With that being said, I don't think what you are describing is excessive breeding. Some frogs can lay a lot of eggs (every day) when the breeding season starts. As long as they are getting the right supplements and enough food to support breeding activity, there should be nothing to worry about. As for supplements, I use Repashy Vitamin A once a month in addition to Calcium Plus every day. I have heard of people using Vitamin A up to twice a month for breeding frogs. I also feed every day when I notice my frogs courting and then cut back to once every other day once the breeding activity settles down. 
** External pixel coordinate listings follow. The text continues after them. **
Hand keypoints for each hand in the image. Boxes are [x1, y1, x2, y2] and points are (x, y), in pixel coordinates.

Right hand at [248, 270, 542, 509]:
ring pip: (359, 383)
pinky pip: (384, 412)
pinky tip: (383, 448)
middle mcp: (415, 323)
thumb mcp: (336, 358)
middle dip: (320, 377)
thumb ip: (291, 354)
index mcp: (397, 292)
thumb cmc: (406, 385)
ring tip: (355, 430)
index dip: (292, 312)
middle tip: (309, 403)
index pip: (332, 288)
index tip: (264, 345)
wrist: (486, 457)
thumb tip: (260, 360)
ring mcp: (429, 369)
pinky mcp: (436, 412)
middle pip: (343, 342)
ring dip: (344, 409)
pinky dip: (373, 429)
I'm a little confused by your question about extra vitamin powder on thier eggs however. All you need to do with the eggs after you pull them is keep them hydrated, but not submerged in water.


----------



## bulbophyllum (Feb 6, 2012)

If you want to discourage breeding try removing the egg laying site. That is assuming you have a coco hut or something like that. It may not stop them but, it always does the trick for my leucs.


----------



## Fahad (Aug 25, 2019)

bulbophyllum said:


> If you want to discourage breeding try removing the egg laying site. That is assuming you have a coco hut or something like that. It may not stop them but, it always does the trick for my leucs.
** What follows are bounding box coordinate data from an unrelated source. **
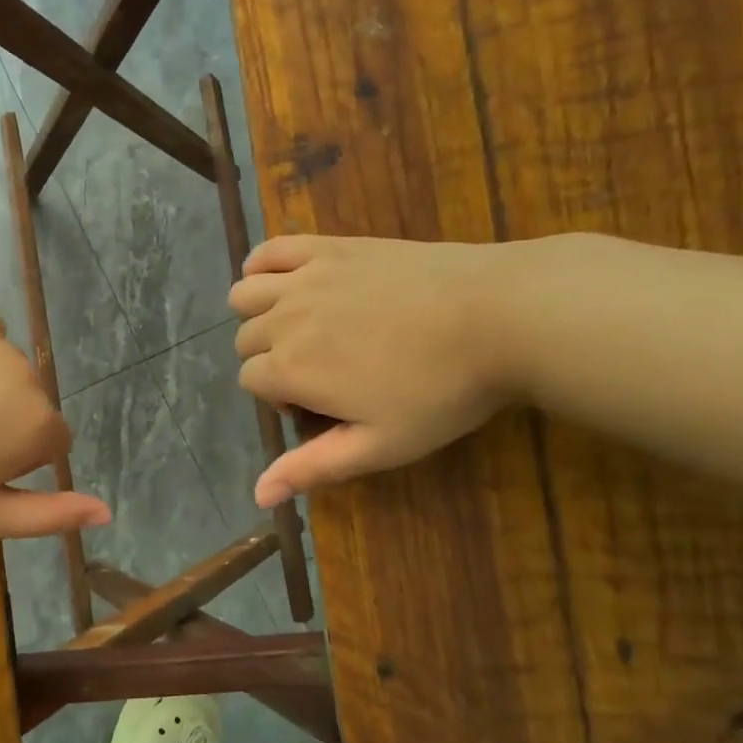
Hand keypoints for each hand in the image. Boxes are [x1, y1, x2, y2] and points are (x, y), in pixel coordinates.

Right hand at [229, 235, 517, 506]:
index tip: (320, 406)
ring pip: (244, 295)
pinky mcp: (330, 247)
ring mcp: (305, 278)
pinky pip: (270, 250)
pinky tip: (282, 281)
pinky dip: (261, 265)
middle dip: (269, 359)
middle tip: (320, 371)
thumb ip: (313, 468)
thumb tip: (259, 496)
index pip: (250, 381)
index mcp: (291, 369)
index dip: (278, 398)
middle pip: (246, 340)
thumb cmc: (441, 390)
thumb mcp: (380, 445)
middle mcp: (284, 320)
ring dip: (257, 315)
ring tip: (297, 326)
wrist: (499, 315)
Tried that with my terribilis. They started using leaf litter. Then they started hiding eggs _under_ the leaf litter. Little jerks.


----------



## Rain_Frog (Apr 27, 2004)

With tincs the easiest way is to lower the humidity and take away their breeding site. Mine never used the coco hut but always laid eggs on a dumbcane / peace lily. I took the plant out, and cut back on the misting, but even with more misting, they don't seem as interested unless they have that plant.


----------



## DendroJoris (Apr 13, 2021)

Personally, it doesn’t feel right to remove the egg laying sites. I don’t have any sources whatsoever, but if they are showing breeding behavior they most probably are going to breed. I feel like that removing the laying sites could result into stress. I have seen this in other herps, that if they don’t have a good place to lay their eggs they stress out a lot. I don’t know how this translates to dart frogs, but I wanted to share my thoughts.


----------



## Ravage (Feb 5, 2016)

*Add vitamin A to your supplementation.* Now that they are breeding you need to support egg production with Vit A. Dust with it once a month only, but start now. Vitamin A is related to the production of follicle releasing hormone and is associated with proper metamorphosis in the tads. 
Don't count you froglets before they are looking up at you with needy little eyes. As Shakespeare said: "There's many a slip 'twixt the cup and the lip." Having a lot of eggs is not having a lot of froglets. But once you know they are healthy, will morph out, etc. Then follow the previous advice. Dry them out. Reduce the food and maybe cool them down a bit. Breeding is (or should be) seasonal. 
I produce Bakhuis, but not like I used to. Enjoy it while you can, because it will change eventually even if you don't try and actively control it. Bakhuis are a lot less common than they used to be, so you'll be doing the hobby a service if you can produce some for other folks. They are really fun frogs, and their size makes them ideal for apartment dwellers and first time froggers.


----------